If this intriguing title didn’t grab your attention
…..then not much will
The G-man and the G-mobile cruised down to Italy today
England, France, Belgium, Germany, Austria and finally
La Dolce Vita
Not bad for a days work…..
…..1000 tidy miles
Anyway, weary and hungry and in need of a break the G-ster
was assailed by an enormous sign in Austria
‘WIPPTALERHOF 2000 METRES’
Followed by more signs every two or three hundred metres
with variations on the same theme and gradually diminishing in
They were keen to get my business, and just about everybody
I fell for it and hove over
Check it out…..
Cool, n’est pas ?
So with 800 miles under my belt and a very empty
stomach the G-man ordered two main courses and a pint
of frothing German brau
The ageing waitress, fully attired in traditional costume,
looked at me with very sad eyes
‘What ?’ I squeezed out, ‘I’m bloody starving’

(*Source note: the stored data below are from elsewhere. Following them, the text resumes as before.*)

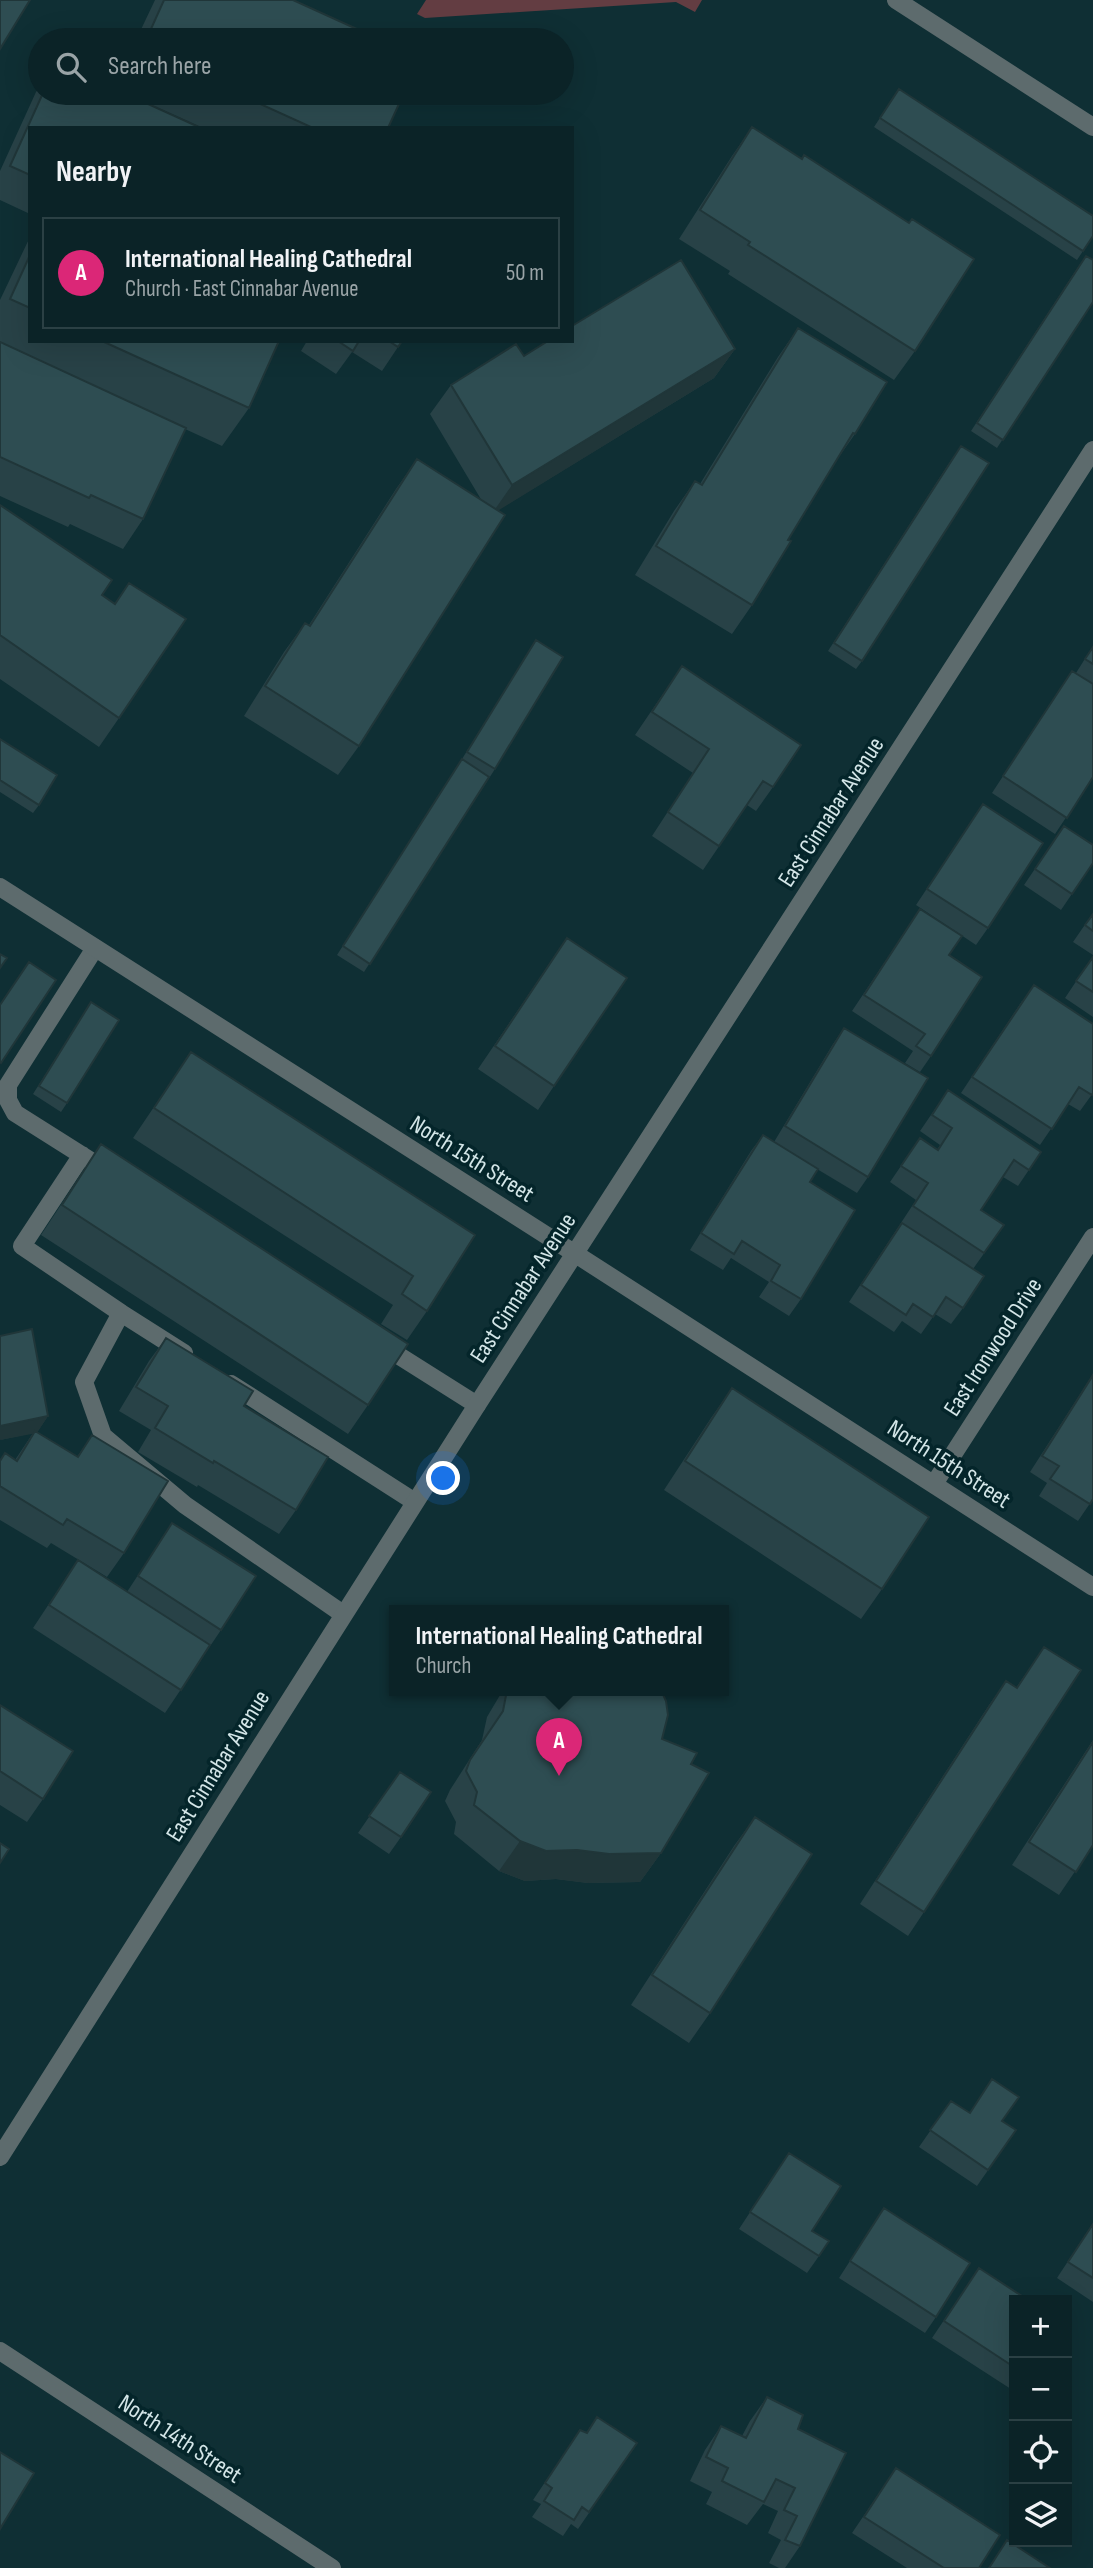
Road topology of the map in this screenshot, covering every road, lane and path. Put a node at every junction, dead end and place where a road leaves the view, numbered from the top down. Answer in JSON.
{"nodes":[{"id":1,"x":896,"y":0,"type":"edge"},
{"id":2,"x":1093,"y":127,"type":"edge"},
{"id":3,"x":1093,"y":450,"type":"edge"},
{"id":4,"x":0,"y":887,"type":"edge"},
{"id":5,"x":95,"y":948,"type":"junction"},
{"id":6,"x":82,"y":1155,"type":"junction"},
{"id":7,"x":128,"y":1184,"type":"edge"},
{"id":8,"x":1093,"y":1237,"type":"edge"},
{"id":9,"x":574,"y":1252,"type":"junction"},
{"id":10,"x":121,"y":1312,"type":"junction"},
{"id":11,"x":369,"y":1337,"type":"edge"},
{"id":12,"x":477,"y":1405,"type":"junction"},
{"id":13,"x":933,"y":1484,"type":"junction"},
{"id":14,"x":415,"y":1502,"type":"junction"},
{"id":15,"x":1093,"y":1587,"type":"edge"},
{"id":16,"x":343,"y":1614,"type":"junction"},
{"id":17,"x":0,"y":2157,"type":"edge"},
{"id":18,"x":0,"y":2351,"type":"edge"},
{"id":19,"x":332,"y":2568,"type":"edge"}],
"edges":[{"from":1,"to":2,"type":"street"},
{"from":3,"to":9,"type":"street","name":"East Cinnabar Avenue"},
{"from":4,"to":5,"type":"street","name":"North 15th Street"},
{"from":5,"to":6,"type":"street"},
{"from":5,"to":9,"type":"street","name":"North 15th Street"},
{"from":6,"to":7,"type":"street"},
{"from":6,"to":10,"type":"street"},
{"from":8,"to":13,"type":"street","name":"East Ironwood Drive"},
{"from":9,"to":12,"type":"street","name":"East Cinnabar Avenue"},
{"from":9,"to":13,"type":"street","name":"North 15th Street"},
{"from":10,"to":14,"type":"street"},
{"from":10,"to":16,"type":"street"},
{"from":11,"to":12,"type":"street"},
{"from":12,"to":14,"type":"street","name":"East Cinnabar Avenue"},
{"from":13,"to":15,"type":"street","name":"North 15th Street"},
{"from":14,"to":16,"type":"street","name":"East Cinnabar Avenue"},
{"from":16,"to":17,"type":"street","name":"East Cinnabar Avenue"},
{"from":18,"to":19,"type":"street","name":"North 14th Street"}]}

Looking round the room I immediately understood her concern
I weigh in at closer to 15 stones than 25, which was probably
the average weight of the average fully grown male in the room
‘Please bring me the food and make that two pints of frothing
brau, one to wash down each dish ! !’
I think she was beginning to warm to me
QUESTION ? ? ?
Why do Austrian / German women (same thing) grow up from
attractive young women into looking like they are alcoholic
shot putters ? ! ?
I am not going to go into too many graphic details but they are
built like second row forwards and they have larger wrinkles
than a walrus
A bit like the men really
The sexes converge in appearance with the years
Not a pretty thought
Back to the food…..Goulash and German sausages with sauerkraut
Excellent ! Double excellent actually ! !
Everything served with boiled potatoes
Now the sausages came with what looked like grated cheese but
which turned out to be grated horseradish
To say it had a kick would be an understatement
I tried a mouthful on its own
I was panting like a vicar watching ten year old schoolboys
in the shower
KICK ! !
The shock was a bit like having a prostate check when nobody
had told you it was about to happen to you
I had arrived at 7.05pm and the place was heaving and very noisy
By 7.55pm there was just me, my panting, and one other couple left
They happened to be of the racially mixed variety
Alright, why beat around the bush ?….
…..he was a bald, fat German that kept his coat on to eat dinner
…..she was a stunning mail order Asian bride that texted the
…..In fact, I would have a reasonable bet she will still be texting
when old fatso goes about his business when they get home !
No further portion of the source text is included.